**Work item:** For each line below that contains the word "roads", return that line.

**Provided material:**
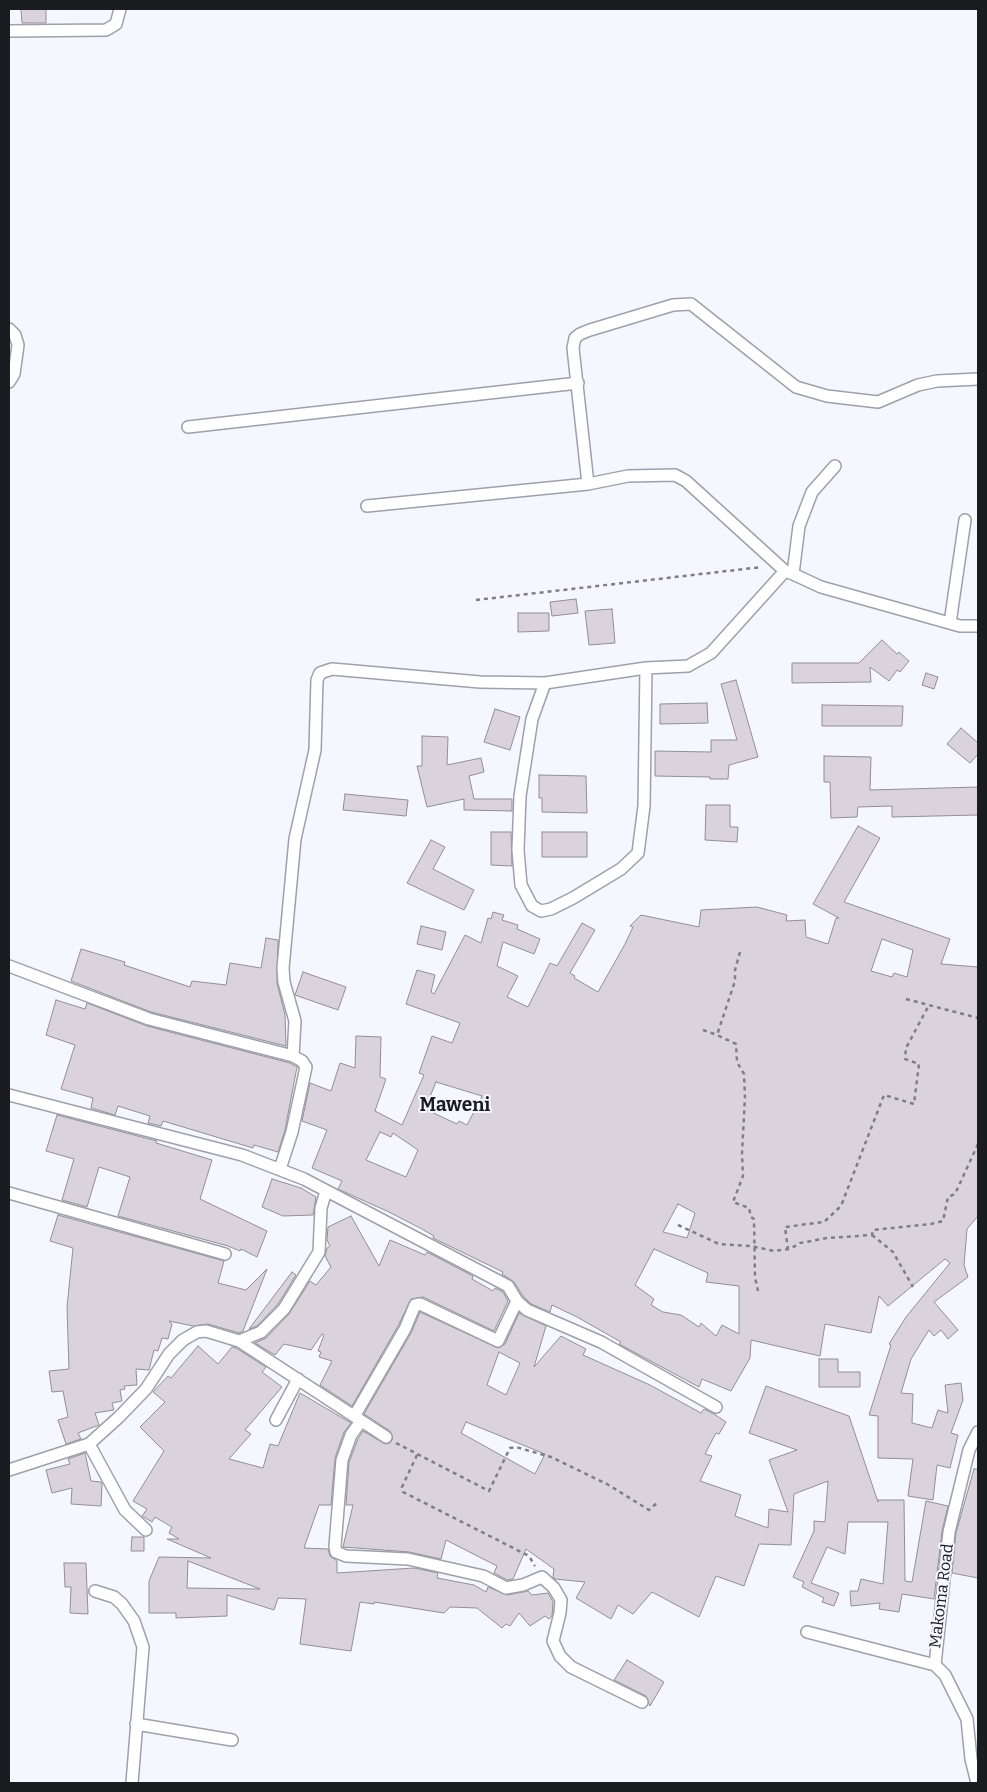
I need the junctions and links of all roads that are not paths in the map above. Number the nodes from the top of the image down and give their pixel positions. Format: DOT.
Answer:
graph roads {
  1 [pos="120,9"];
  2 [pos="9,31"];
  3 [pos="9,329"];
  4 [pos="978,379"];
  5 [pos="9,382"];
  6 [pos="578,383"];
  7 [pos="188,427"];
  8 [pos="835,466"];
  9 [pos="588,484"];
  10 [pos="367,506"];
  11 [pos="965,520"];
  12 [pos="786,570"];
  13 [pos="950,623"];
  14 [pos="978,626"];
  15 [pos="646,668"];
  16 [pos="545,682"];
  17 [pos="9,966"];
  18 [pos="293,1056"];
  19 [pos="9,1095"];
  20 [pos="280,1170"];
  21 [pos="326,1191"];
  22 [pos="9,1193"];
  23 [pos="225,1254"];
  24 [pos="517,1301"];
  25 [pos="239,1341"];
  26 [pos="298,1379"];
  27 [pos="716,1407"];
  28 [pos="358,1418"];
  29 [pos="276,1420"];
  30 [pos="978,1432"];
  31 [pos="386,1437"];
  32 [pos="89,1444"];
  33 [pos="9,1470"];
  34 [pos="146,1530"];
  35 [pos="95,1591"];
  36 [pos="807,1632"];
  37 [pos="935,1665"];
  38 [pos="642,1702"];
  39 [pos="136,1724"];
  40 [pos="232,1740"];
  41 [pos="132,1783"];
  42 [pos="977,1783"];
  1 -- 2 [label="street"];
  3 -- 5 [label="street"];
  4 -- 6 [label="street"];
  6 -- 7 [label="street"];
  6 -- 9 [label="street"];
  8 -- 12 [label="street"];
  9 -- 10 [label="street"];
  9 -- 12 [label="street"];
  11 -- 13 [label="street"];
  12 -- 13 [label="street"];
  12 -- 15 [label="street"];
  13 -- 14 [label="street"];
  15 -- 16 [label="street"];
  15 -- 16 [label="street"];
  16 -- 18 [label="street"];
  17 -- 18 [label="street"];
  18 -- 20 [label="street"];
  19 -- 20 [label="street"];
  20 -- 21 [label="street"];
  21 -- 24 [label="street"];
  21 -- 25 [label="street"];
  22 -- 23 [label="street"];
  24 -- 27 [label="street"];
  24 -- 28 [label="street"];
  25 -- 26 [label="street"];
  25 -- 32 [label="street"];
  26 -- 28 [label="street"];
  26 -- 29 [label="street"];
  28 -- 31 [label="street"];
  28 -- 38 [label="street"];
  30 -- 37 [label="street, Makoma Road"];
  32 -- 33 [label="street"];
  32 -- 34 [label="street"];
  35 -- 39 [label="street"];
  36 -- 37 [label="street"];
  37 -- 42 [label="street, Makoma Road"];
  39 -- 40 [label="street"];
  39 -- 41 [label="street"];
}
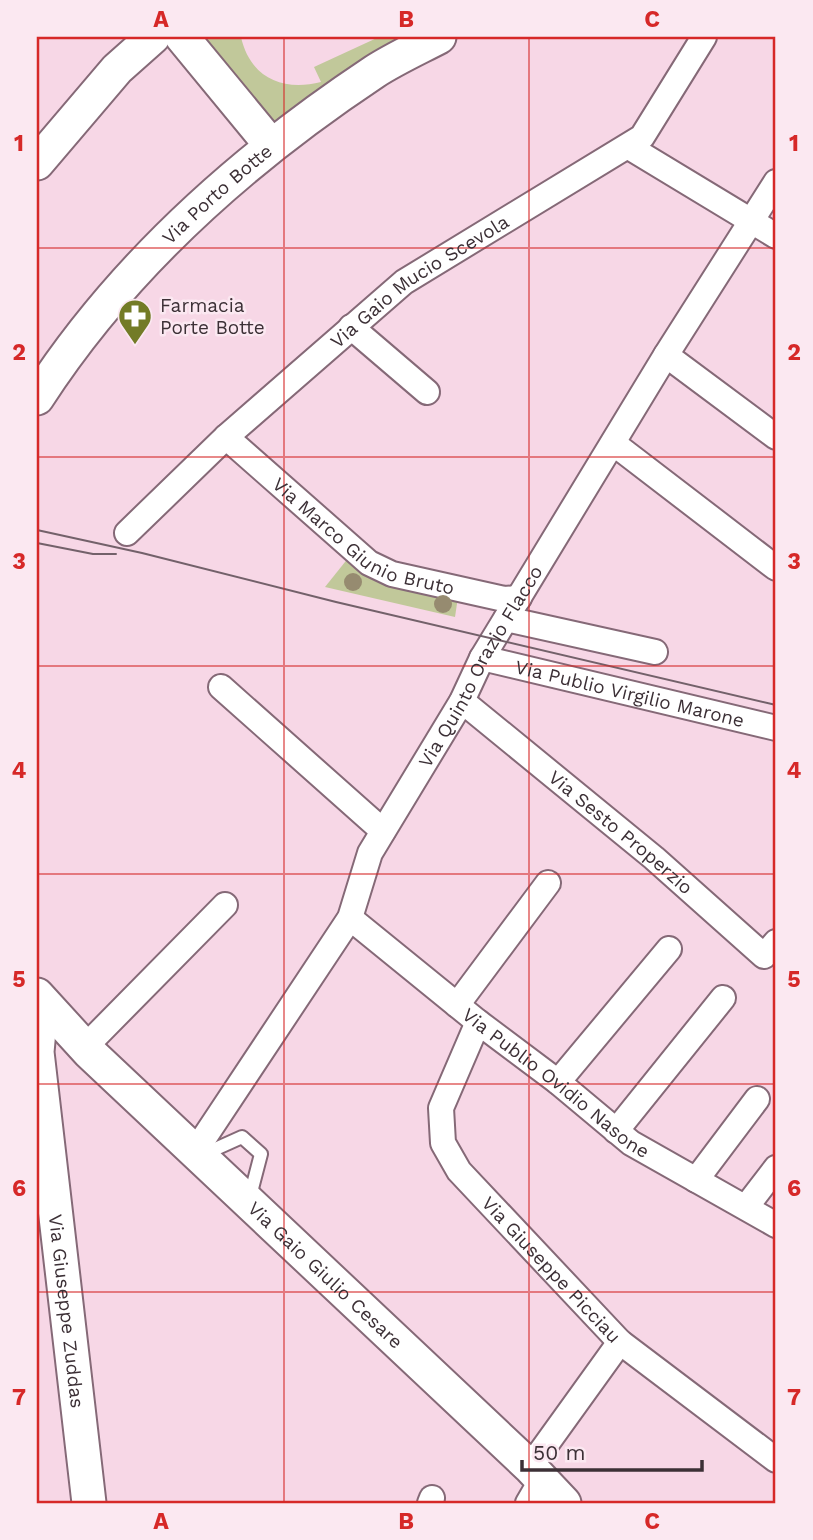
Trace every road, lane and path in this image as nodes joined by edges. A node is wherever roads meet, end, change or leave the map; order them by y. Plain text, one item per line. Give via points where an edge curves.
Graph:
1 (153, 37) edge
2 (181, 37) edge
3 (439, 37) edge
4 (704, 37) edge
5 (271, 145) junction
6 (629, 147) junction
7 (37, 163) edge
8 (776, 182) edge
9 (751, 223) junction
10 (776, 236) edge
11 (351, 327) junction
12 (666, 355) junction
13 (427, 392) dead end
14 (37, 398) edge
15 (776, 437) edge
16 (226, 438) junction
17 (613, 443) junction
18 (127, 533) dead end
19 (776, 568) edge
20 (512, 609) junction
21 (655, 652) dead end
22 (482, 658) junction
23 (221, 687) dead end
24 (462, 701) junction
25 (776, 728) edge
26 (383, 831) junction
27 (548, 883) dead end
28 (225, 905) dead end
29 (350, 918) junction
30 (776, 943) edge
31 (669, 949) dead end
32 (723, 998) dead end
33 (457, 1005) junction
34 (478, 1021) junction
35 (43, 1025) edge
36 (85, 1047) junction
37 (558, 1082) junction
38 (757, 1099) dead end
39 (40, 1117) edge
40 (616, 1131) junction
41 (196, 1155) junction
42 (776, 1168) edge
43 (696, 1180) junction
44 (248, 1203) junction
45 (746, 1207) junction
46 (776, 1225) edge
47 (620, 1342) junction
48 (772, 1448) edge
49 (533, 1483) edge
50 (89, 1503) edge
51 (564, 1503) edge

1 - 7 street via 117,69
2 - 5 street
3 - 5 street, Via Porto Botte via 376,71
4 - 6 street, Via Gaio Mucio Scevola via 642,137
5 - 14 street, Via Porto Botte via 149,255 107,302
6 - 9 street
6 - 11 street, Via Gaio Mucio Scevola via 404,282
8 - 9 street, Via Quinto Orazio Flacco
9 - 10 street
9 - 12 street, Via Quinto Orazio Flacco
11 - 13 street
11 - 16 street, Via Gaio Mucio Scevola
12 - 15 street
12 - 17 street, Via Quinto Orazio Flacco
16 - 18 street, Via Gaio Mucio Scevola
16 - 20 street, Via Marco Giunio Bruto via 369,563 392,574 504,599
17 - 19 street
17 - 20 street, Via Quinto Orazio Flacco
20 - 21 street, Via Marco Giunio Bruto
20 - 22 street, Via Quinto Orazio Flacco
22 - 24 street, Via Quinto Orazio Flacco
22 - 25 street, Via Publio Virgilio Marone
23 - 26 street
24 - 26 street, Via Quinto Orazio Flacco
24 - 30 street, Via Sesto Properzio via 654,858 764,956
26 - 29 street, Via Quinto Orazio Flacco via 370,853
27 - 33 street
28 - 36 street
29 - 33 street, Via Publio Ovidio Nasone
29 - 41 street, Via Quinto Orazio Flacco
31 - 37 street
32 - 40 street
33 - 34 street, Via Publio Ovidio Nasone
34 - 37 street, Via Publio Ovidio Nasone
34 - 47 street, Via Giuseppe Picciau via 440,1108 443,1143 459,1171
35 - 36 street via 55,1039
35 - 39 street, Via Giuseppe Zuddas
36 - 41 street, Via Gaio Giulio Cesare
37 - 40 street, Via Publio Ovidio Nasone
38 - 43 street
39 - 50 street, Via Giuseppe Zuddas
40 - 43 street, Via Publio Ovidio Nasone
41 - 44 street, Via Gaio Giulio Cesare
41 - 44 lane via 242,1138 261,1154
42 - 45 street
43 - 45 street, Via Publio Ovidio Nasone
44 - 49 street, Via Gaio Giulio Cesare
45 - 46 street, Via Publio Ovidio Nasone
47 - 48 street, Via Giuseppe Picciau
47 - 49 street
49 - 51 street, Via Gaio Giulio Cesare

**Answer area:**
I need the junctions and links of all roads that are not paths in the map above. Number the nodes from the top of the image down and give their pixel positions. Format: DOT.
graph roads {
Trace every road, lane and path in this image as nodes joined by edges. A node is wherever roads meet, end, change or leave the map; order them by y. Plain text, one item per line. Give via points where an edge curves.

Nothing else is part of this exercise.